Role of Glycopeptides in the Treatment of Septic Complications after Cardiac Surgery

Abstract

Agents like Staphylococcus epidermidis and Staphylococcus aureus are common agents in both early and late prosthetic valve endocarditis (PVE). Streptococci, especially vividans and enterococci are more apt to occur late. Diphtheroids and Gram-negative bacteria are also frequent in early and late PVE. Fungi are found at a frequency of 5 to 8% and a variety of unusual organisms are found in individual case reports. Treatment is based on par-enteral therapy with a bactericidal agent that can achieve trough serum levels in excess of 8-10 X MICs of the infecting organisms. Initially the antibiotic selection should be active against the most common isolates. Because most S. epidermidis are beta-lactam-resistant, vancomcyin must be part of the initial empiric regimen.
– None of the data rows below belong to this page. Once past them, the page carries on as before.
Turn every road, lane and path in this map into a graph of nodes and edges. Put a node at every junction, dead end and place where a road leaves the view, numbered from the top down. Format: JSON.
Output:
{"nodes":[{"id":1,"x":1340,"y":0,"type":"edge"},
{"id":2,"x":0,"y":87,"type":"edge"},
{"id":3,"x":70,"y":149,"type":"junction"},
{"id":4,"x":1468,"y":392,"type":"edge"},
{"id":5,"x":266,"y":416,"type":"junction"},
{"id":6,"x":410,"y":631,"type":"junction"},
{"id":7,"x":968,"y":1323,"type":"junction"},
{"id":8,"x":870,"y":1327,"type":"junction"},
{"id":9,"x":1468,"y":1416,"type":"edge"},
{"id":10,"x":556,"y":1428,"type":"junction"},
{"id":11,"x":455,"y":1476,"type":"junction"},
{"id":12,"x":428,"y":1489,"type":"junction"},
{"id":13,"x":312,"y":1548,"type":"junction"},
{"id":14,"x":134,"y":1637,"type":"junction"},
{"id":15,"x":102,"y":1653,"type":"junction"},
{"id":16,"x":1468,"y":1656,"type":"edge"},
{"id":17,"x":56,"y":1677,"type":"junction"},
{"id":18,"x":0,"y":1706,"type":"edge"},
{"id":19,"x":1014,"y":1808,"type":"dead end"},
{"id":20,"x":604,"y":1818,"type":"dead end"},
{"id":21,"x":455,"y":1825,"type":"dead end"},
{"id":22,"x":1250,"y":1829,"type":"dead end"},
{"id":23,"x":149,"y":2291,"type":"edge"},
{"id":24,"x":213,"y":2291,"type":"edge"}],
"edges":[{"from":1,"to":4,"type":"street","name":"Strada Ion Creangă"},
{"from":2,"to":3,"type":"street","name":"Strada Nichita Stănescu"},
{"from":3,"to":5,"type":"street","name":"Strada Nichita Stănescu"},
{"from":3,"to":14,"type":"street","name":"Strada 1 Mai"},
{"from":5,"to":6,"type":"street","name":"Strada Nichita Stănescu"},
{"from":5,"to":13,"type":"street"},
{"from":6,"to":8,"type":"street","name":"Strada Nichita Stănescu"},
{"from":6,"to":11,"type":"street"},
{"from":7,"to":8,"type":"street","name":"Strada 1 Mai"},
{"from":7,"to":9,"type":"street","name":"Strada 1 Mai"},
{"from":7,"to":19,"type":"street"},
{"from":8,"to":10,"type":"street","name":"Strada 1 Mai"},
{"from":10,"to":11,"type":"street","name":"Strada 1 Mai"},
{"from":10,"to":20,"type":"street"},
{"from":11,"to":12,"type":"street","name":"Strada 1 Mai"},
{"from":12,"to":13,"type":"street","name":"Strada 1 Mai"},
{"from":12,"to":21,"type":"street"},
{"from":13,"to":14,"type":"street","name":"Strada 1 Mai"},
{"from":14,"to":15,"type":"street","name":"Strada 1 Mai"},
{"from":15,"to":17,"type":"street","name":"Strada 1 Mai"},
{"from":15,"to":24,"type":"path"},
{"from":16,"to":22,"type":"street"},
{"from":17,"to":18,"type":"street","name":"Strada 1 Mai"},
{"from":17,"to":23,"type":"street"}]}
Vancomycin should be combined with rifampin or an aminoglycoside (usually gentamicin) or both. When there is a high level of resistance to aminoglycoside, vancomycin may be used alone until susceptibility data are available and then rifampin can be given together with an aminoglycoside or a quinolone to which the organism is susceptible. The aminoglycoside should be given for a maximum of 2 weeks, to avoid nephrotoxicity, and vancomycin for 6 weeks. Surgery is required in case of major emboli, hemodynamic decompensation, and uncontrolled infection. The presence of bacteremia for more than 1 week may warrant surgical intervention but, if the patient appears to be well and without emboli or hemodynamic problems, serum levels of antibiotic, particularly vancomycin, should be evaluated. Dosage regimen should be modified to achieve trough levels of vancomycin between 15 to 20 μg/ml. Use of vancomycin by continuous infusion may be considered with a targeted blood concentration of 15 to 20 μg/ml.